High Frequency Gravitational Waves from Supermassive Black Holes: Prospects for LIGO-Virgo Detections

TL;DR

This paper explores the potential for ground-based detectors like LIGO-Virgo to detect high frequency gravitational waves from supermassive black holes, considering spectral tails and various generation mechanisms.

Contribution

It proposes that supermassive black holes can produce detectable high frequency gravitational waves through spectral tails and specific processes, expanding detection prospects beyond traditional frequency ranges.

Findings

High frequency spectral tails may be detectable if they asymptote to h(f) ~ f^{-alpha} with alpha<=2.

Various processes, including gravitational bremsstrahlung and lensing echos, can generate high frequency signals from SMBHs.

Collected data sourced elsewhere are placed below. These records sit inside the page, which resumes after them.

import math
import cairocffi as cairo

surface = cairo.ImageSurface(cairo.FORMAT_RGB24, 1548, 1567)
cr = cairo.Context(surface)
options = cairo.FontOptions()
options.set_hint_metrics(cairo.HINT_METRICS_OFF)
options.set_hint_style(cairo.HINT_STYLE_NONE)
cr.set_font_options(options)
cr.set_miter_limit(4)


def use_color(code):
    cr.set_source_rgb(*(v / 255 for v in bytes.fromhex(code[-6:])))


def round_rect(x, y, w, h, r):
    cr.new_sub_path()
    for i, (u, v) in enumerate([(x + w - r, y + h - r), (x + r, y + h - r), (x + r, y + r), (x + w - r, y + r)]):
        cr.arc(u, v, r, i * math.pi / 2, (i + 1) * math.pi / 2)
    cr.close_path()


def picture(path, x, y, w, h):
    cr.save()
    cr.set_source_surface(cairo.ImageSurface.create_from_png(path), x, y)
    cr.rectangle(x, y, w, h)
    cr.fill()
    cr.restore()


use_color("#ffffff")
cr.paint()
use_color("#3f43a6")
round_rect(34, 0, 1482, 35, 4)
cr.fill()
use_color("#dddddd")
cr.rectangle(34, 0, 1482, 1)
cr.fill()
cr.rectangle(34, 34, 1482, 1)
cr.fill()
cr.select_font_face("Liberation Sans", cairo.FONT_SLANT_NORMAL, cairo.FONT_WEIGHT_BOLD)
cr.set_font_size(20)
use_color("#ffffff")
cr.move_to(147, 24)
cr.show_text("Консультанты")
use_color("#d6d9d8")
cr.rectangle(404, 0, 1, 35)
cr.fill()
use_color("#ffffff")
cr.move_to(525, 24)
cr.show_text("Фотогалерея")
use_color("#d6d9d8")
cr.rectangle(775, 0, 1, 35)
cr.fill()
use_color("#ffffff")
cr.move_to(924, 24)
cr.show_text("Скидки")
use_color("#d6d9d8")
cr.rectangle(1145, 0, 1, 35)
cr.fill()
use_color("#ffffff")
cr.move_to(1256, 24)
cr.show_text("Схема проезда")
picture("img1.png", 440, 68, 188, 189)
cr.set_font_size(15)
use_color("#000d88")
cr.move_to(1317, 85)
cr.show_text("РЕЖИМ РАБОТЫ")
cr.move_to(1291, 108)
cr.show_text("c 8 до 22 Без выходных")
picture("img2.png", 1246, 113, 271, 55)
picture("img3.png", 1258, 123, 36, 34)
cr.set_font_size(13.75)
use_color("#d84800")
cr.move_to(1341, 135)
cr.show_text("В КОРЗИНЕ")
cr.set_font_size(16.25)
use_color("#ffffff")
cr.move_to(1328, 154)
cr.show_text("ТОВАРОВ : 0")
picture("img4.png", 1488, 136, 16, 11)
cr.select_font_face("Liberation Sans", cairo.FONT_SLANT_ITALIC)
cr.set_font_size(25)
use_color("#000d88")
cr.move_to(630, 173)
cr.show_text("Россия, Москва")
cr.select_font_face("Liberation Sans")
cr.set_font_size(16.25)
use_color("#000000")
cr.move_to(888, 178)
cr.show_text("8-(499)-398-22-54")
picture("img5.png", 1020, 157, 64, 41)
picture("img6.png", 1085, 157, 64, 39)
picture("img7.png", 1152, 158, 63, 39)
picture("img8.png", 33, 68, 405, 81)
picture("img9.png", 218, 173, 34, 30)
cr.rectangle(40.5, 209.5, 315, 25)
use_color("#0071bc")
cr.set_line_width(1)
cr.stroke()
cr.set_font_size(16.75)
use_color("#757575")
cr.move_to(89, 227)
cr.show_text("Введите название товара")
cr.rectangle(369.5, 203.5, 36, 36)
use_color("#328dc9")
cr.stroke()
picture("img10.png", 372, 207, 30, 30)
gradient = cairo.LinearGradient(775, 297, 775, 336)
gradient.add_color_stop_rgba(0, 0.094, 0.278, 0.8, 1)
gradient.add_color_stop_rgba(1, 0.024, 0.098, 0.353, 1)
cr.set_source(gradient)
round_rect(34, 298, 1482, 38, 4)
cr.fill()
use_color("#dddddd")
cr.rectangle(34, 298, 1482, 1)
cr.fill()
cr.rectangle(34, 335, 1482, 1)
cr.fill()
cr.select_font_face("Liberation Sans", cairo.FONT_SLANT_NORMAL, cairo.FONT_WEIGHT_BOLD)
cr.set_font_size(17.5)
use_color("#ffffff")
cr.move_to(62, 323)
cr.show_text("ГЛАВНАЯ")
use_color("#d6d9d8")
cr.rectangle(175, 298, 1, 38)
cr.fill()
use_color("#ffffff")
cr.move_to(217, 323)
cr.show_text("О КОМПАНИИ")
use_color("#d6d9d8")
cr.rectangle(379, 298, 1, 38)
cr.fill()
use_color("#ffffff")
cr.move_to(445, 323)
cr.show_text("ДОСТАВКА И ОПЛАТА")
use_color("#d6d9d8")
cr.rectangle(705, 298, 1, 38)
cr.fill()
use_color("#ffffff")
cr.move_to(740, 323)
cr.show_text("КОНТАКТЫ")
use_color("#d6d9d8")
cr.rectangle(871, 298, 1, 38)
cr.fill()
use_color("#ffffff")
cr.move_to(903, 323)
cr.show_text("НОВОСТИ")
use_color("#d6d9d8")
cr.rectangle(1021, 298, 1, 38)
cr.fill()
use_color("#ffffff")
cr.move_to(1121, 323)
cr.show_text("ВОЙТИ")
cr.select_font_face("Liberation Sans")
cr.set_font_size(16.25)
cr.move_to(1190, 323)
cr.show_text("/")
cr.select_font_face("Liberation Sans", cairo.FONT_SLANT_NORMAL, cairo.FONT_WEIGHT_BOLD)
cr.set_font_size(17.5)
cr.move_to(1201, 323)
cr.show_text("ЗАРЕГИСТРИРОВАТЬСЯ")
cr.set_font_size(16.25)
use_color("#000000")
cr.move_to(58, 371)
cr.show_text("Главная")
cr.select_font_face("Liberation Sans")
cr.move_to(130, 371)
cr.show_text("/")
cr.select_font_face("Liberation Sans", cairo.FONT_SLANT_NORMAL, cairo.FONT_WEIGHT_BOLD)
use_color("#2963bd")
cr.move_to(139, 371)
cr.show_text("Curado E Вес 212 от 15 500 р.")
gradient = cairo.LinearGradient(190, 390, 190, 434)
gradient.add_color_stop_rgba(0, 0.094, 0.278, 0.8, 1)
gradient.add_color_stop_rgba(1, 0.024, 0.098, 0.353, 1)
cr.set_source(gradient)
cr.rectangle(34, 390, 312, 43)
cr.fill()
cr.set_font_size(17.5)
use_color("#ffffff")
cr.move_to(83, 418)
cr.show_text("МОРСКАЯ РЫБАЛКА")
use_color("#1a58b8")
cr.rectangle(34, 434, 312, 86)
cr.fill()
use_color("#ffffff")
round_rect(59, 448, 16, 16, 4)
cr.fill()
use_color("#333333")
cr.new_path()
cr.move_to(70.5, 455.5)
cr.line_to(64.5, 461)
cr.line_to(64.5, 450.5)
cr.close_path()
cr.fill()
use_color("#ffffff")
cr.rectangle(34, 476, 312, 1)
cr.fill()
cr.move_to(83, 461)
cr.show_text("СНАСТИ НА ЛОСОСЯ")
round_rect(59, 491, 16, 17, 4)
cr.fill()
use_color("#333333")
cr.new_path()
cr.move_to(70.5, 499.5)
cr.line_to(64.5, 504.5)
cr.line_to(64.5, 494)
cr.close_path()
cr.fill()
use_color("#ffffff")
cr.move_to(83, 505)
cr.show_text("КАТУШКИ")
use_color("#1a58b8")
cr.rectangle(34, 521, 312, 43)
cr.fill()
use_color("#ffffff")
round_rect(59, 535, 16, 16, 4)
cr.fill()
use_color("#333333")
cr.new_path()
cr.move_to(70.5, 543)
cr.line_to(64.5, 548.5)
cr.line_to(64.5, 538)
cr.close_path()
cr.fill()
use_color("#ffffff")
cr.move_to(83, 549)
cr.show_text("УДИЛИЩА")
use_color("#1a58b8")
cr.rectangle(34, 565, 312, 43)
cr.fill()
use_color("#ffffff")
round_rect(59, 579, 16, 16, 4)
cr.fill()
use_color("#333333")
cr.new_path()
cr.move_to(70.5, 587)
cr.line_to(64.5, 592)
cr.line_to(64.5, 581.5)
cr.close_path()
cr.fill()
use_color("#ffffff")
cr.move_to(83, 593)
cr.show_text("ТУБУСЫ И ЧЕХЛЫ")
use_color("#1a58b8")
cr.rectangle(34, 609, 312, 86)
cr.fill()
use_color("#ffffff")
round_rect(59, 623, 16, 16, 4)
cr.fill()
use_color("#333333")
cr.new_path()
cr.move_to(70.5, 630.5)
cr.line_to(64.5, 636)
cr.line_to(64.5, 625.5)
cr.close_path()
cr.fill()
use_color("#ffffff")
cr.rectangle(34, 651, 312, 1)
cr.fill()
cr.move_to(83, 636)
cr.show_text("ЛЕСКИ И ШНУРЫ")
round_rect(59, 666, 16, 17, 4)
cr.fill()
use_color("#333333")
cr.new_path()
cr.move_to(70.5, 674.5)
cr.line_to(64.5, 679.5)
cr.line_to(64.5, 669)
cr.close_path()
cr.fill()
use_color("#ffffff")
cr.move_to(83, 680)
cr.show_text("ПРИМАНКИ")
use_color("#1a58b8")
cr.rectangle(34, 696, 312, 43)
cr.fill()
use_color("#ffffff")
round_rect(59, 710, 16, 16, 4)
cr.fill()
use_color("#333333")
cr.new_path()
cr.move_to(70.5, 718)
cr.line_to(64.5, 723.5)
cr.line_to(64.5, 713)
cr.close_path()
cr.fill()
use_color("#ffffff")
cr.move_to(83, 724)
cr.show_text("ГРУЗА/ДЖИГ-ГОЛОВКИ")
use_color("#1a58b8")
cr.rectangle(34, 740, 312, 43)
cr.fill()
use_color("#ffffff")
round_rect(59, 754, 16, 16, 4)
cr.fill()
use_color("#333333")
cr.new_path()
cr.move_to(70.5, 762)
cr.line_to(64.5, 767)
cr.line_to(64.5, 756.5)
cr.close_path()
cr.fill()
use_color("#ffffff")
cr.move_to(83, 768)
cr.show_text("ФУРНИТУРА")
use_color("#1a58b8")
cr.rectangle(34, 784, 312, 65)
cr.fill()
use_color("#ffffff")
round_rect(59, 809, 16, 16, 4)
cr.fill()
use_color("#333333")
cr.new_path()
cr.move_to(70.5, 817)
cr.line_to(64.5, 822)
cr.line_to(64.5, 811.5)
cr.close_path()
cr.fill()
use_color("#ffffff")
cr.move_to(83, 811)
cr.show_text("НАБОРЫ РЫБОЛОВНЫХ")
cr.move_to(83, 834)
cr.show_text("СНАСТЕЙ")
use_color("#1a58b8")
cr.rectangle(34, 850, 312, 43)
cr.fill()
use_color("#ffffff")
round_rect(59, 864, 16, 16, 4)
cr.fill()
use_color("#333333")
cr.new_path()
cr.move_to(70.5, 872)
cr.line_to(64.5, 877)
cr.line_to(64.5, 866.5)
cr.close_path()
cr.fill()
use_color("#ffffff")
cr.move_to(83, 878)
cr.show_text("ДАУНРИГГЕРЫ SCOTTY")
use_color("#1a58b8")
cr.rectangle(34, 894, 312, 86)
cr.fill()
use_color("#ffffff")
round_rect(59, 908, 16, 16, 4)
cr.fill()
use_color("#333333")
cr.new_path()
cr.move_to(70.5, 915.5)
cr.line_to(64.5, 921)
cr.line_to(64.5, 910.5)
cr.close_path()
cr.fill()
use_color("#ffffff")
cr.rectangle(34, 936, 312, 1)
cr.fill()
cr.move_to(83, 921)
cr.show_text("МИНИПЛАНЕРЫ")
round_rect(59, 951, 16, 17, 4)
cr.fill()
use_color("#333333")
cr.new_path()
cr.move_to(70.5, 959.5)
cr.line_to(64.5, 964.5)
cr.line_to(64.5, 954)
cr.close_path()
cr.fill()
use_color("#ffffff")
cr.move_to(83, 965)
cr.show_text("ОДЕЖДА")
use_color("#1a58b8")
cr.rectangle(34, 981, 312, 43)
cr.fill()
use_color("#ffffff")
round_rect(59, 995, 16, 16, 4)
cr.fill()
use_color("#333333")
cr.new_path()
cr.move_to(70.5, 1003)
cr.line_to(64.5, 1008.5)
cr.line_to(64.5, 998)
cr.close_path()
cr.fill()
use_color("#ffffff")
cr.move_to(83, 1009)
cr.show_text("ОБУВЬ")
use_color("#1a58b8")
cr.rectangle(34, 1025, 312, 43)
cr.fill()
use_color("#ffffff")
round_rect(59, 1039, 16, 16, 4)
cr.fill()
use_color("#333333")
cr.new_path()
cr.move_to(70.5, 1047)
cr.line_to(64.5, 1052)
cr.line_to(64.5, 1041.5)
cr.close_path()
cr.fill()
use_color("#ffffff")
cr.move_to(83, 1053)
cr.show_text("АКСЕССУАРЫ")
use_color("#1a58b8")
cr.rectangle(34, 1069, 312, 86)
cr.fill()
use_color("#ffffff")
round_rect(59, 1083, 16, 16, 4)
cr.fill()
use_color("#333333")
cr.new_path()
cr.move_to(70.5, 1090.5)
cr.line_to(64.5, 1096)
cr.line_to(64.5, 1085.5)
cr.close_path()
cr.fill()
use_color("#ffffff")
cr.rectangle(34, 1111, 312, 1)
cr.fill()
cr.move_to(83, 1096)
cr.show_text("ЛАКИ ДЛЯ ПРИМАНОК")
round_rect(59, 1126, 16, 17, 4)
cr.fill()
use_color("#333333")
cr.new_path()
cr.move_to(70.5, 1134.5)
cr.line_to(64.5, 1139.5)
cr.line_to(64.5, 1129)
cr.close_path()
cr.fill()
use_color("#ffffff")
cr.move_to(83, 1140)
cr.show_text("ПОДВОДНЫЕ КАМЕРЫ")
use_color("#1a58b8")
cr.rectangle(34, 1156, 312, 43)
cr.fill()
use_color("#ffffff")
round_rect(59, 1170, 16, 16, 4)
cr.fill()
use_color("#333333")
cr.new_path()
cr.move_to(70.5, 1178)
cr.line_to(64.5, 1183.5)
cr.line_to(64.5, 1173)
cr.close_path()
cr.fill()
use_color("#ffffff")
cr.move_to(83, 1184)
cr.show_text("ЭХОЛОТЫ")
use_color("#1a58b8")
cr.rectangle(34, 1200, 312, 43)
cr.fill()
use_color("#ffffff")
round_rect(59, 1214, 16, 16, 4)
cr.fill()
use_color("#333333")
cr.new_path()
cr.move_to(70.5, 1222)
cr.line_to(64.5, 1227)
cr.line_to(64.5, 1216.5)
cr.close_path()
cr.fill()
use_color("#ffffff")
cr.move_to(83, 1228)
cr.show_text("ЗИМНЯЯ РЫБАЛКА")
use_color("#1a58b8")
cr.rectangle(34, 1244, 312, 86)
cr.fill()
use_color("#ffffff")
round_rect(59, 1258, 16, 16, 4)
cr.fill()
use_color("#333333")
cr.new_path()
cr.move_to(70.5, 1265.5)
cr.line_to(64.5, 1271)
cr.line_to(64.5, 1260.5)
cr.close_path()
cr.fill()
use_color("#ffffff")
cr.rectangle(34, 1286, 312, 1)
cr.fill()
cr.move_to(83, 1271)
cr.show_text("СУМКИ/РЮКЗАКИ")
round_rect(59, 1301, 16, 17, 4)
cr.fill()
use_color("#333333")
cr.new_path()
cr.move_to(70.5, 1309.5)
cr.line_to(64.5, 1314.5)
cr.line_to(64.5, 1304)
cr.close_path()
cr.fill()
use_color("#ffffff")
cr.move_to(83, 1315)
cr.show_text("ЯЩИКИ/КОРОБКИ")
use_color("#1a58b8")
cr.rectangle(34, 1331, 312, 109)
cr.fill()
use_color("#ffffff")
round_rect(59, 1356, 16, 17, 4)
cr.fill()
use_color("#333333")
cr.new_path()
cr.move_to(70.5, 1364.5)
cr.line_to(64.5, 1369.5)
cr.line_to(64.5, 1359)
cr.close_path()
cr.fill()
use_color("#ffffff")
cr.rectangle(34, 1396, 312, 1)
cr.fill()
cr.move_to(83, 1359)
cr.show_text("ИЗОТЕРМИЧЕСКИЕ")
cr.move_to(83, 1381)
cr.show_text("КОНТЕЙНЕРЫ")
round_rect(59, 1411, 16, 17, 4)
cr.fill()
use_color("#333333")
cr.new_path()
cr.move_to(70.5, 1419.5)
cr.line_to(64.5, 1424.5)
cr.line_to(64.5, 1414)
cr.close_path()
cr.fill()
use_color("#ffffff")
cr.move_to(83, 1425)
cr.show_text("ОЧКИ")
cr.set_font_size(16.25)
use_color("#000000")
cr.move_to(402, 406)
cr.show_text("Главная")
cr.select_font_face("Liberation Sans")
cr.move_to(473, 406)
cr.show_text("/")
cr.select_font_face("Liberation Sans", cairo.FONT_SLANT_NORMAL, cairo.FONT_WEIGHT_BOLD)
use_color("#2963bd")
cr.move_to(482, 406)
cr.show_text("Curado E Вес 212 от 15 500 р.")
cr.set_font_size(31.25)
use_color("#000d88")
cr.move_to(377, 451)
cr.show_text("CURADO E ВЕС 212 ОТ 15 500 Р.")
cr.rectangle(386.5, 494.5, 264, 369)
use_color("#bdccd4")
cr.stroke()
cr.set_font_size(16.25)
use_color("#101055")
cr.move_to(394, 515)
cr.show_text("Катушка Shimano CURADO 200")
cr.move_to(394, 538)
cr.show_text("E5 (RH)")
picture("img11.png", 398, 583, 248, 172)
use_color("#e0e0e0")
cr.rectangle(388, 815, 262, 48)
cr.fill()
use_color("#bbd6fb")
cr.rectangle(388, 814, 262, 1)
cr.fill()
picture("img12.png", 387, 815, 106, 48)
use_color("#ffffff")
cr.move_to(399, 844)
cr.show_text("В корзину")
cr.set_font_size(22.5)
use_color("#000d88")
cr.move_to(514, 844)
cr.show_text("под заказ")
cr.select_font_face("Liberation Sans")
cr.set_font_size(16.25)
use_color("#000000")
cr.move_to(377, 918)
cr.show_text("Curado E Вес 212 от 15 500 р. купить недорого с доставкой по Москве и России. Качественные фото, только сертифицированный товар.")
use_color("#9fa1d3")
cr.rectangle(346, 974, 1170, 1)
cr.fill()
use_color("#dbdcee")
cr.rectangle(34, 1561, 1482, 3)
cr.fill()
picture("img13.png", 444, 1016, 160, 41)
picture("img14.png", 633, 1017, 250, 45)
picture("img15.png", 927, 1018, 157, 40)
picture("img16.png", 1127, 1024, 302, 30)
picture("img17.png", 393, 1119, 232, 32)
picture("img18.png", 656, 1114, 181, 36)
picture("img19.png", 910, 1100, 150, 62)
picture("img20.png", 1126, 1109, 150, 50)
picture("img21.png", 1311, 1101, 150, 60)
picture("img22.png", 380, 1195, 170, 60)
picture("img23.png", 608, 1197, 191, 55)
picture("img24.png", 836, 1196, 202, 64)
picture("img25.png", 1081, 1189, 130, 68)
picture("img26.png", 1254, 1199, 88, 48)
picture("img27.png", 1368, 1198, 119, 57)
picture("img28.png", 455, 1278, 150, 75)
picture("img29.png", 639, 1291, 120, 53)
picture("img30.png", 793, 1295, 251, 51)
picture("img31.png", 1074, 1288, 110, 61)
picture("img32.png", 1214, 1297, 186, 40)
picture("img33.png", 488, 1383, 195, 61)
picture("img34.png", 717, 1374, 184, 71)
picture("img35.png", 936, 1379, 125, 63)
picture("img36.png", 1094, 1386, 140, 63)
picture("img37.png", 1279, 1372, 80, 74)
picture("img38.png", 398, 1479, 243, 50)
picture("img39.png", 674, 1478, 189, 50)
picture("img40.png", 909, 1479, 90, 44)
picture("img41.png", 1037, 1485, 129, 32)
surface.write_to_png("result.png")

GW echos from inspiraling binaries near SMBHs can be amplified and detected with current ground-based detectors.

Abstract

It is commonly assumed that ground-based gravitational wave (GW) instruments will not be sensitive to supermassive black holes (SMBHs) because the characteristic GW frequencies are far below the ~ 10 - 1000 Hz sensitivity bands of terrestrial detectors. Here, however, we explore the possibility of SMBH gravitational waves to leak to higher frequencies. In particular, if the high frequency spectral tail asymptotes to h(f) ~ f^{-alpha}, where alpha<=2, then the spectral amplitude is a constant or increasing function of the mass M at a fixed frequency f>>c^3/GM. This will happen if the time domain waveform or its derivative exhibits a discontinuity. Ground based instruments could search for these universal spectral tails to detect or rule out such features irrespective of their origin. We identify the following processes which may generate high frequency signals: (i) gravitational bremsstrahlung of ultrarelativistic objects in the vicinity of a SMBH, (ii) ringdown modes excited by an external process that has a high frequency component or terminates abruptly, (iii) gravitational lensing echos and diffraction. In particular for (iii), SMBHs produce GW echos of inspiraling stellar mass binaries in galactic nuclei with a delay of a few minutes to hours. The lensed primary signal and GW echo are amplified if the binary is within a ~10 deg (r/100M)^{-1/2} cone behind the SMBH relative to the line of sight at distance r from the SMBH. For the rest of the binaries near SMBHs, the amplitude of the GW echo is ~0.1 (r/100M)^{-1} of the primary signal on average.